→ Work required:
Print the lines below exactly as written, with none missing.

━━━ Records shown ━━━

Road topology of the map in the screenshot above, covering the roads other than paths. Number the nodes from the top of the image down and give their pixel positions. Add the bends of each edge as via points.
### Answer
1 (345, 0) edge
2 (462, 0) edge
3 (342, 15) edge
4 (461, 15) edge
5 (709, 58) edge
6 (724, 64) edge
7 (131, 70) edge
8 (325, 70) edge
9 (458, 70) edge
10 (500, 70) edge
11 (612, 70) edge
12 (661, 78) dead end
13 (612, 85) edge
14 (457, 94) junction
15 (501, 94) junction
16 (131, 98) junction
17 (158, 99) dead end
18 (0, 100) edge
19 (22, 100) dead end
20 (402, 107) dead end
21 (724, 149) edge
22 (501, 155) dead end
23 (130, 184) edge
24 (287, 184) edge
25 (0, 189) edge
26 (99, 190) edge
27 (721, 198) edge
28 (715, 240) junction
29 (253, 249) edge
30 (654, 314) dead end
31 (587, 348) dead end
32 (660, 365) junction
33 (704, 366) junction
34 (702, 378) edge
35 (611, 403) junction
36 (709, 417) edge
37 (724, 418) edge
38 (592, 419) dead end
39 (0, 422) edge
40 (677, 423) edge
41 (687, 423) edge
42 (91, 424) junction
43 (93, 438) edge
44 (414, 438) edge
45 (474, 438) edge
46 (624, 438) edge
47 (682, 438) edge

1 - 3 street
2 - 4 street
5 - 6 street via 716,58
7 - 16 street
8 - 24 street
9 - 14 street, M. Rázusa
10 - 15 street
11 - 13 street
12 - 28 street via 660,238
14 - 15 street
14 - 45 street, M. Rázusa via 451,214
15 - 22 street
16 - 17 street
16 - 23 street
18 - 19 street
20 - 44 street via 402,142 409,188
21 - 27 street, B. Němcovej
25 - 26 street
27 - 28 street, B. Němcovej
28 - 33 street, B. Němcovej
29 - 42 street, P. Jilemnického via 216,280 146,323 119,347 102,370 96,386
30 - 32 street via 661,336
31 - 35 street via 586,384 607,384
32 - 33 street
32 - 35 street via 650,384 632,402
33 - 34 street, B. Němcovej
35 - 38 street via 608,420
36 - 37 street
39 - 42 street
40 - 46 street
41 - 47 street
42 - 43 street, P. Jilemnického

━━━

→ Exercise answer:
Road topology of the map in the screenshot above, covering the roads other than paths. Number the nodes from the top of the image down and give their pixel positions. Add the bends of each edge as via points.
### Answer
1 (345, 0) edge
2 (462, 0) edge
3 (342, 15) edge
4 (461, 15) edge
5 (709, 58) edge
6 (724, 64) edge
7 (131, 70) edge
8 (325, 70) edge
9 (458, 70) edge
10 (500, 70) edge
11 (612, 70) edge
12 (661, 78) dead end
13 (612, 85) edge
14 (457, 94) junction
15 (501, 94) junction
16 (131, 98) junction
17 (158, 99) dead end
18 (0, 100) edge
19 (22, 100) dead end
20 (402, 107) dead end
21 (724, 149) edge
22 (501, 155) dead end
23 (130, 184) edge
24 (287, 184) edge
25 (0, 189) edge
26 (99, 190) edge
27 (721, 198) edge
28 (715, 240) junction
29 (253, 249) edge
30 (654, 314) dead end
31 (587, 348) dead end
32 (660, 365) junction
33 (704, 366) junction
34 (702, 378) edge
35 (611, 403) junction
36 (709, 417) edge
37 (724, 418) edge
38 (592, 419) dead end
39 (0, 422) edge
40 (677, 423) edge
41 (687, 423) edge
42 (91, 424) junction
43 (93, 438) edge
44 (414, 438) edge
45 (474, 438) edge
46 (624, 438) edge
47 (682, 438) edge

1 - 3 street
2 - 4 street
5 - 6 street via 716,58
7 - 16 street
8 - 24 street
9 - 14 street, M. Rázusa
10 - 15 street
11 - 13 street
12 - 28 street via 660,238
14 - 15 street
14 - 45 street, M. Rázusa via 451,214
15 - 22 street
16 - 17 street
16 - 23 street
18 - 19 street
20 - 44 street via 402,142 409,188
21 - 27 street, B. Němcovej
25 - 26 street
27 - 28 street, B. Němcovej
28 - 33 street, B. Němcovej
29 - 42 street, P. Jilemnického via 216,280 146,323 119,347 102,370 96,386
30 - 32 street via 661,336
31 - 35 street via 586,384 607,384
32 - 33 street
32 - 35 street via 650,384 632,402
33 - 34 street, B. Němcovej
35 - 38 street via 608,420
36 - 37 street
39 - 42 street
40 - 46 street
41 - 47 street
42 - 43 street, P. Jilemnického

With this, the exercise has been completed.